And they learned. A lot.

Tuesday, December 16, 2008

So what about the question of why two negatives multiplied give a positive?

The short answer is that if this were not so, the world would not exist.

That is, the fundamental reason that multiplication works that way is because otherwise the definition would be broken. By broken, I mean that it would lead you to nonsensical conclusions if you followed it as far as you could. Any definition multiplication in a system with negative numbers has to work pretty much that way.

On Tue, Dec 16, 2008 at 6:42 AM, wrote:
Why does a negative number times a negative number equal a positive number?
How can you show that using a manipulative?


Let's take the concrete (but abstract) example of arithmetic on a 7 hour clock. Here is the addition table:

+ 0 1 2 3 4 5 6
0 0 1 2 3 4 5 6
1 1 2 3 4 5 6 0
2 2 3 4 5 6 0 1
3 3 4 5 6 0 1 2
4 4 5 6 0 1 2 3
5 5 6 0 1 2 3 4
6 6 0 1 2 3 4 5

OK. Now we can build multiplication on top of that.

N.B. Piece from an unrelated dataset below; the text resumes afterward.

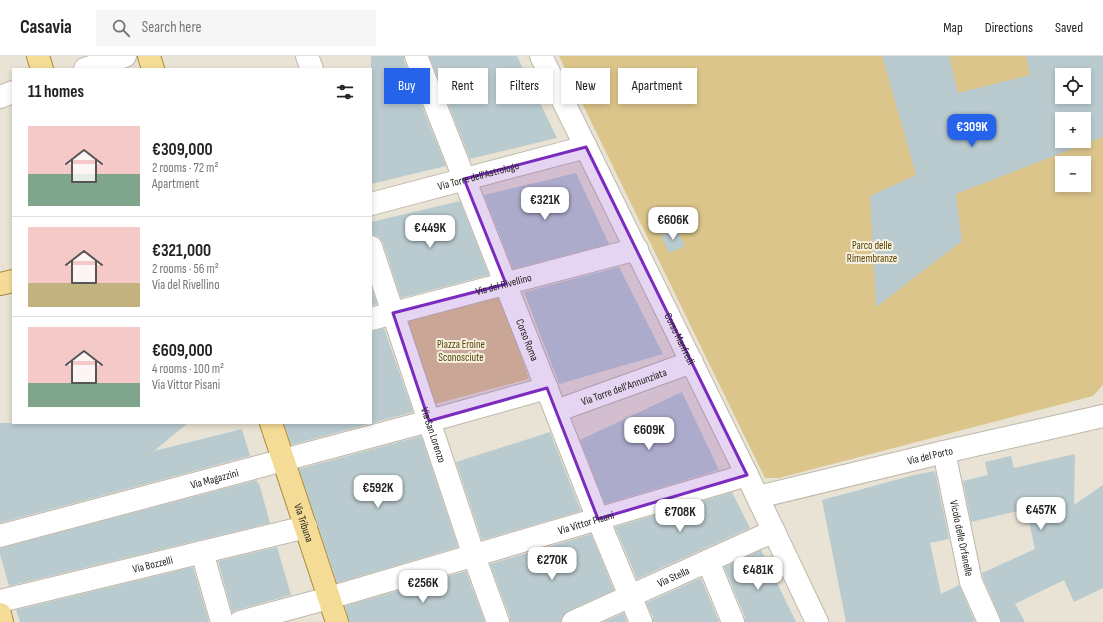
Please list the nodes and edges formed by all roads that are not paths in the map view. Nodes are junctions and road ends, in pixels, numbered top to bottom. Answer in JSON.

I will use * instead of x to indicate multiplication because I don't have really good fonts.

* 0 1 2 3 4 5 6
0 0 0 0 0 0 0 0
1 0 1 2 3 4 5 6
2 0 2 4 6 1 3 5
3 0 3 6 2 5 1 4
4 0 4 1 5 2 6 3
5 0 5 3 1 6 4 2
6 0 6 5 4 3 2 1

OK. Not much to see here except that in the multiplication every row has all of the integers. Moreover, every row has these integers in a different order. This is a consequence of the fact that 7 is a prime number. It doesn't happen that way on the 12 hour clock.

But let's look again at the addition table. Note that 1 + 6 = 0 and that 2 + 5 = 0. Notice also that 0 only appears once in each row. That means that we can consider 6 to be a way of writing -1. Or perhaps -1 is a way to write 6. This lets us solve addition problems such as 3 + x = 5 by adding 4 (which is -3) to both sides.

But what happens when we multiply 3 * (-2)? Do we get -6?

Well, -2 = 5 so this should be the same as 3 * 5 which is 1. But 1 is also -6 !

And all of our properties like the distributive law should still work.

Thus 3 * (-2) + 3 * 4 = 1 + 5 = 6 should be 3 * (-2 + 4) which is 3 * 2 = 6. So that works.

What about (-3) * (-2) = 6?

Well, this should be (and is) the same as 4 * 5 = 6.

That's cool.

In a very limited and geeky dull kind of way.


What is more cools is that this is all just a very concrete example of how the laws or arithmetic imply a certain kind of order. We could test this out for all the different kinds of arithmetic that have the properties that we like about integers. I don't mind starting infinite tasks, but I do mind having to finish them.

SO

Let's do much better by reasoning from those properties directly.

For instance, assume that we have the following:
  1. an additive unit, 0 such that x + 0 = 0 + x = x and thus 0 * x = 0
  2. an additive inverse, -x = 0 - x
  3. left distributive law, (a + b) * x = a * x + b * x
  4. right distributive law, x * (a + b) = x * a + x * b

Now take x * (0 - y). This has to be equal to (x * 0) - (x * y) = 0 - (x * y) = - (x * y)

Or (0 - x) * (0 - y) = 0 - x * (0 - y) = 0 - (0 - x * y) = x * y

This means that ANY kind of arithmetic where multiplication and addition have an additive inverse and left and right distributive laws will follow the pattern that (-x) * (-y) = x * y

OR

if that system doesn't have that, then it won't have one or all of the properties mentioned.

This works for a spinning globe, for quantum mechanics, for clocks and rubik's cubes.

And THAT is why abstraction is cool. But not why it is useful. That comes next.

Mathematics as an article of faith

A friend asked me a wonderful question recently.

She asked:
> I feel like math is so wonderful and useful to a certain point. (Like sixth grade.)
> Then it seems abstract... I can't see the purpose.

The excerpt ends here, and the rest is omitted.